Related essay: The importance of precise language

In module 12 (page **2**-4), *Balance Beams, *Student A wrote 3+4 = 7+5 = 12. Paying attention to the context of the statement, it is clear that Student A meant if you add 3 and 4, you get 7 and when you add 5 to *that*, you get 12. This is an example of a fairly common misuse of notation, but as discussed in “The importance of precise language,” these innocent uses of imprecise language can cause problems.

The equality symbol has a very precise meaning. If two quantities are “connected” by an equals sign, it means the two quantities are *the same *(or congruent or equivalent, depending on the context). More to the point, “=” does *not* mean “and next, we do.” I tend to go a little overboard with this issue with my own students, saying that “equality is sacred – don’t abuse it!” While students might feel that Student A’s mistake is just an abbreviation, but this can cause trouble. Since a string of equalities, like

A = B = C = D = E = F

literally means that A=B, B=C, C=D, D=E, and E=F, a correct conclusion is that all of the quantities A, B, C, D, E, and F are equal to one another. That is *clearly* not the case for Student A, since 3+4 *does not* equal 12.

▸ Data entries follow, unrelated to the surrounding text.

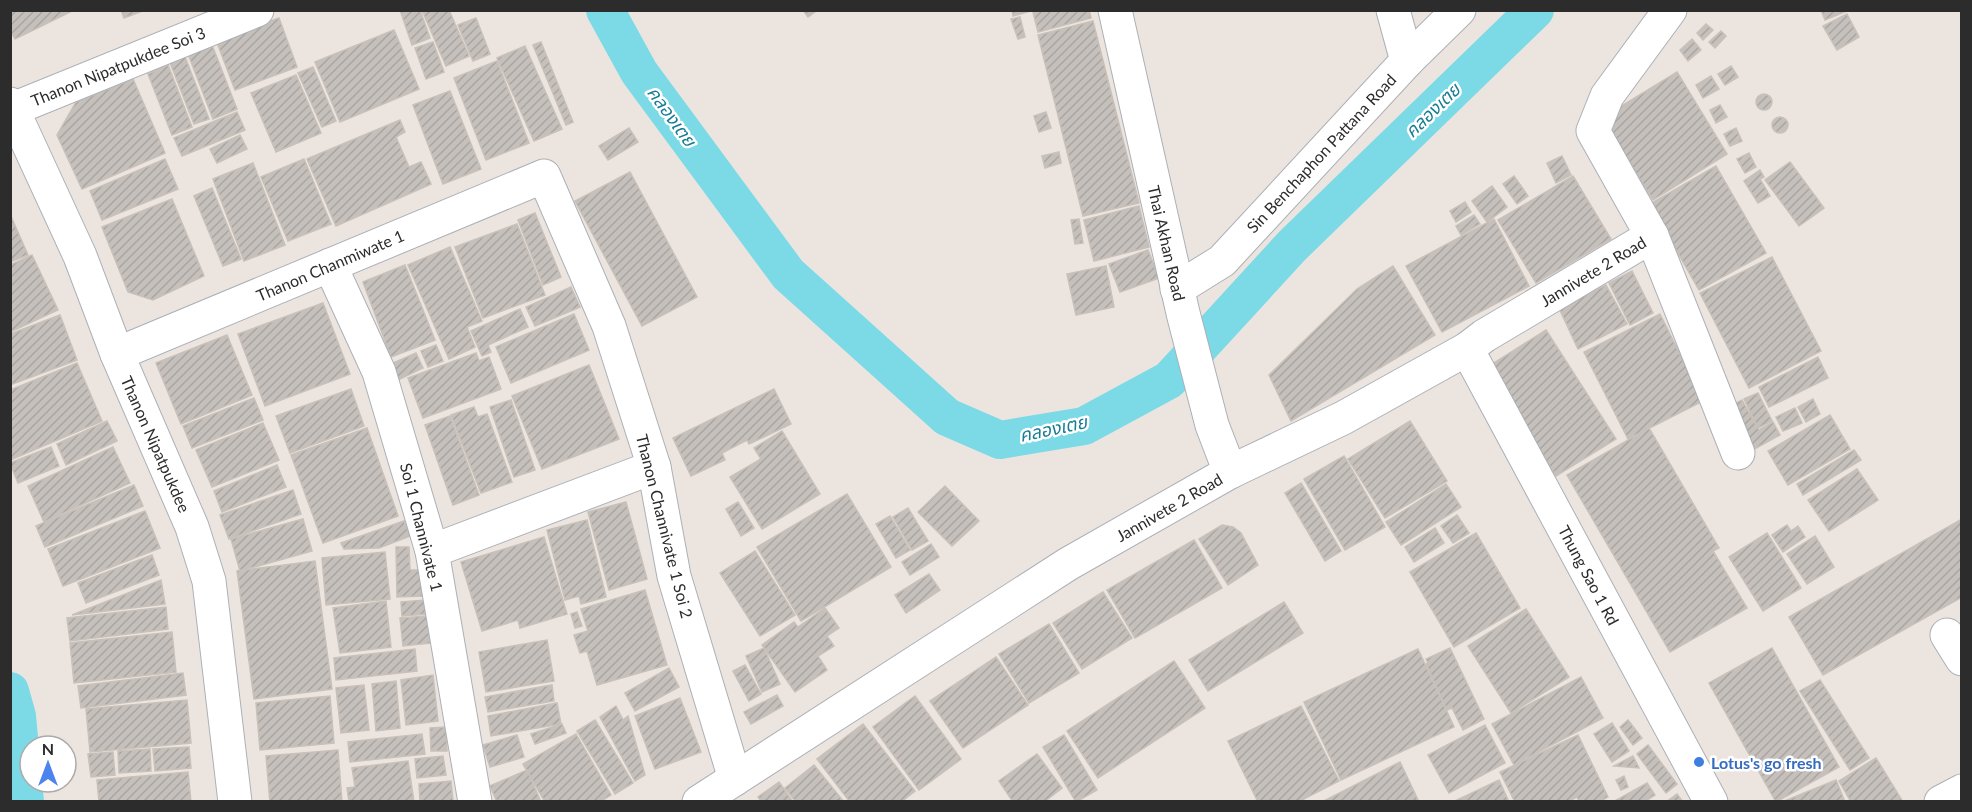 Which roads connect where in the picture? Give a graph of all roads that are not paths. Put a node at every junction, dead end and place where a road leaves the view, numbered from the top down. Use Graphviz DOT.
graph roads {
  1 [pos="257,10"];
  2 [pos="1115,10"];
  3 [pos="1393,10"];
  4 [pos="1459,10"];
  5 [pos="1670,10"];
  6 [pos="1407,61"];
  7 [pos="11,106"];
  8 [pos="544,176"];
  9 [pos="1652,236"];
  10 [pos="330,265"];
  11 [pos="1180,301"];
  12 [pos="1467,349"];
  13 [pos="117,354"];
  14 [pos="1738,453"];
  15 [pos="654,467"];
  16 [pos="1230,472"];
  17 [pos="432,551"];
  18 [pos="735,779"];
  19 [pos="1962,791"];
  20 [pos="235,801"];
  21 [pos="475,801"];
  22 [pos="699,801"];
  23 [pos="1711,801"];
  24 [pos="1941,801"];
  1 -- 7 [label="street, Thanon Nipatpukdee Soi 3"];
  2 -- 11 [label="street, Thai Akhan Road"];
  3 -- 6 [label="street"];
  4 -- 6 [label="street, Sin Benchaphon Pattana Road"];
  5 -- 9 [label="street"];
  6 -- 11 [label="street, Sin Benchaphon Pattana Road"];
  7 -- 13 [label="street, Thanon Nipatpukdee"];
  8 -- 10 [label="street, Thanon Chanmiwate 1"];
  8 -- 15 [label="street, Thanon Channivate 1 Soi 2"];
  9 -- 12 [label="street, Jannivete 2 Road"];
  9 -- 14 [label="street"];
  10 -- 13 [label="street, Thanon Chanmiwate 1"];
  10 -- 17 [label="street, Soi 1 Channivate 1"];
  11 -- 16 [label="street, Thai Akhan Road"];
  12 -- 16 [label="street, Jannivete 2 Road"];
  12 -- 23 [label="street, Thung Sao 1 Rd"];
  13 -- 20 [label="street, Thanon Nipatpukdee"];
  15 -- 17 [label="street"];
  15 -- 18 [label="street, Thanon Channivate 1 Soi 2"];
  16 -- 18 [label="street, Jannivete 2 Road"];
  17 -- 21 [label="street, Soi 1 Channivate 1"];
  18 -- 22 [label="street, Jannivete 2 Road"];
  19 -- 24 [label="street"];
}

There are some mathematicians and educators who prefer that strings of equalities or inequalities never be used in order to avoid such a misunderstanding. However, a string of inequalities can be a very useful time-saving method of demonstrating how one complicated expression (for example) is actual equivalent to another. As long as we are careful and acknowledge the “sanctity” of the equals sign, there will be no confusion!